Gaming PC

India Chooses Arm’s Neoverse for National Chip Design Push

Indian Advanced Computing Development Center (C-DAC) announced this week[PDF] Japan’s first self-designed High Performance Computing (HPC) CPU. India’s first chip, dubbed ‘Aum’, is a chiplet design that can scale up to 96 cores and is based on Arm’s v8.4 ‘Zeus’ Neoverse V1 design (the same one AWS uses in Graviton3). It is based on and is expected to enter the market as follows: On TSMC’s 5nm process as early as 2024.

Aum was developed as part of the National Supercomputing Mission, a program aimed at reducing India’s exposure to export restrictions. To that end, the goal is to introduce a nationally developed processor his architecture. Perhaps alarming for both Intel and AMD, Aum’s aim is to be usable in both high-performance computing scenarios and personal computing chips. And where parrots are present, the market is smaller.

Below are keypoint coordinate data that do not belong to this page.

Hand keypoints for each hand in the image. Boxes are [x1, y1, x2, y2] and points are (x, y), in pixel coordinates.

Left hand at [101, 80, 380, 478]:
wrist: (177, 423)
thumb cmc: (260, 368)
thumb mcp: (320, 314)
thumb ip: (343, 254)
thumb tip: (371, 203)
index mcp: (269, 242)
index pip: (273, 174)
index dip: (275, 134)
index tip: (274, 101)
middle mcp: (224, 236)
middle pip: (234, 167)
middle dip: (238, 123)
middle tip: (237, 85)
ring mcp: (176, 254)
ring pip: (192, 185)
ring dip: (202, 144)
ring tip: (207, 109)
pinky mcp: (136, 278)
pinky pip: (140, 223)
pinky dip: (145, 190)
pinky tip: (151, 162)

The reason is simple. If India has the ability to design chips (which means mixing and matching parts from Arm’s free portfolio, or directing specific implementations for the final manufacturable design). implied or not), possible technology export restrictions could be relaxed a bit more. At the same time, the National Computing Mission also aims to improve security against eventual backdoors. A neutral design provider like Arm fits naturally into these concerns. And while controlling the design process itself won’t get you there (unless a backdoor is applied to the factory floor by a motivated and capable adversary), it’s a head start. The planned use of open source software to underpin a specialized software ecosystem also paints a more diverse software future, a segment that could fragment if given enough time. is more than just hardware.

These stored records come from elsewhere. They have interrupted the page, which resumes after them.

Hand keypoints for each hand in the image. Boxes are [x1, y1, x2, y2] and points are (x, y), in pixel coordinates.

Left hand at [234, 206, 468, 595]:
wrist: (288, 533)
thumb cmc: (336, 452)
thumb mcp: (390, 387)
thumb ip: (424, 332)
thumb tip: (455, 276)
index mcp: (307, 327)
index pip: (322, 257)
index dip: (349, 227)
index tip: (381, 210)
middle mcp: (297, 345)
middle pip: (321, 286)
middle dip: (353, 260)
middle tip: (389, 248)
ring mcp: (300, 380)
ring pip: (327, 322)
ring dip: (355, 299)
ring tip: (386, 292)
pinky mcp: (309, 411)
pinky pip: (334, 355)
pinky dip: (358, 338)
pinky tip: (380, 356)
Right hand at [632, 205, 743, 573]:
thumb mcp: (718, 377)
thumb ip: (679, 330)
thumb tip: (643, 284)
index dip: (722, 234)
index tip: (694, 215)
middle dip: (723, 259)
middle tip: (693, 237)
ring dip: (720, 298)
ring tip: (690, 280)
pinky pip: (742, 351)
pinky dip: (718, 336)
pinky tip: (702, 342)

Aum’s package and discrete A48Z chiplet design. (Image credit: C-DAC)

The core of the 96-core Aum chips is the A48Z chiplet, each featuring 48 Arm Zeus cores (3 GHz base, 3.5 GHz turbo) with 96 MB of immediate access L2 cache, as well as cores and additional system memory. Overall, each Aum package offers up to 16 DDR5 memory channels (at 5200 MHz, yielding 332.8 GB/s bandwidth) and 64 GB of HBM3 memory (6.4 GHz stock, tuned to 5.6 GHz on initial release, which is a staggering typical 2.87 TB/s). 128 PCIe Gen 5 lanes add byte throughput, 64 of which enable additional accelerators (such as GPU and FPGA accelerators).

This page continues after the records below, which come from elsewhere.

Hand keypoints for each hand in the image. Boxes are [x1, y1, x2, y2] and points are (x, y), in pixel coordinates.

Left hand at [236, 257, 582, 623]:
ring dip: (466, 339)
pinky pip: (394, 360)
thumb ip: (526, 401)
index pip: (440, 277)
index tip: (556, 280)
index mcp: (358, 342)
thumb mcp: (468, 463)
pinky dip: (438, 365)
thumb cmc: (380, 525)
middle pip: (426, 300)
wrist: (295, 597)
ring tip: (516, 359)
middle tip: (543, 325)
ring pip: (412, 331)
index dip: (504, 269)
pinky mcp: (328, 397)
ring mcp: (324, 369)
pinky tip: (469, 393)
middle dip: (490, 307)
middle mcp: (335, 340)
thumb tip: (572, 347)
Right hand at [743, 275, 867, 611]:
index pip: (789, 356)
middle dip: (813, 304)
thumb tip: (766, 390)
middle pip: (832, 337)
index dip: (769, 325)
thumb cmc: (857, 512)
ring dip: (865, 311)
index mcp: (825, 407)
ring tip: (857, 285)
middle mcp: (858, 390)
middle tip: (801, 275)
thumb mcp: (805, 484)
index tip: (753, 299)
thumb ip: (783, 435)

C-DAC AUM chip presentation materials

Parrot interconnect memory subsystem. (Image credit: C-DAC)

The remaining 64 may be routed to the chip’s internal communication fabric, a coherent mesh network of NUMA-style full-memory coherent links based on the CCIX protocol. This link is used by two Aum sockets to communicate and will require a design page or two from AMD’s Infinity Fabric.

C-DAC AUM chip presentation materials

Spec comparison between Fugaku’s C-DAC’s Aum HPC processor and Fujitsu’s A64FX. (Image credit: C-DAC)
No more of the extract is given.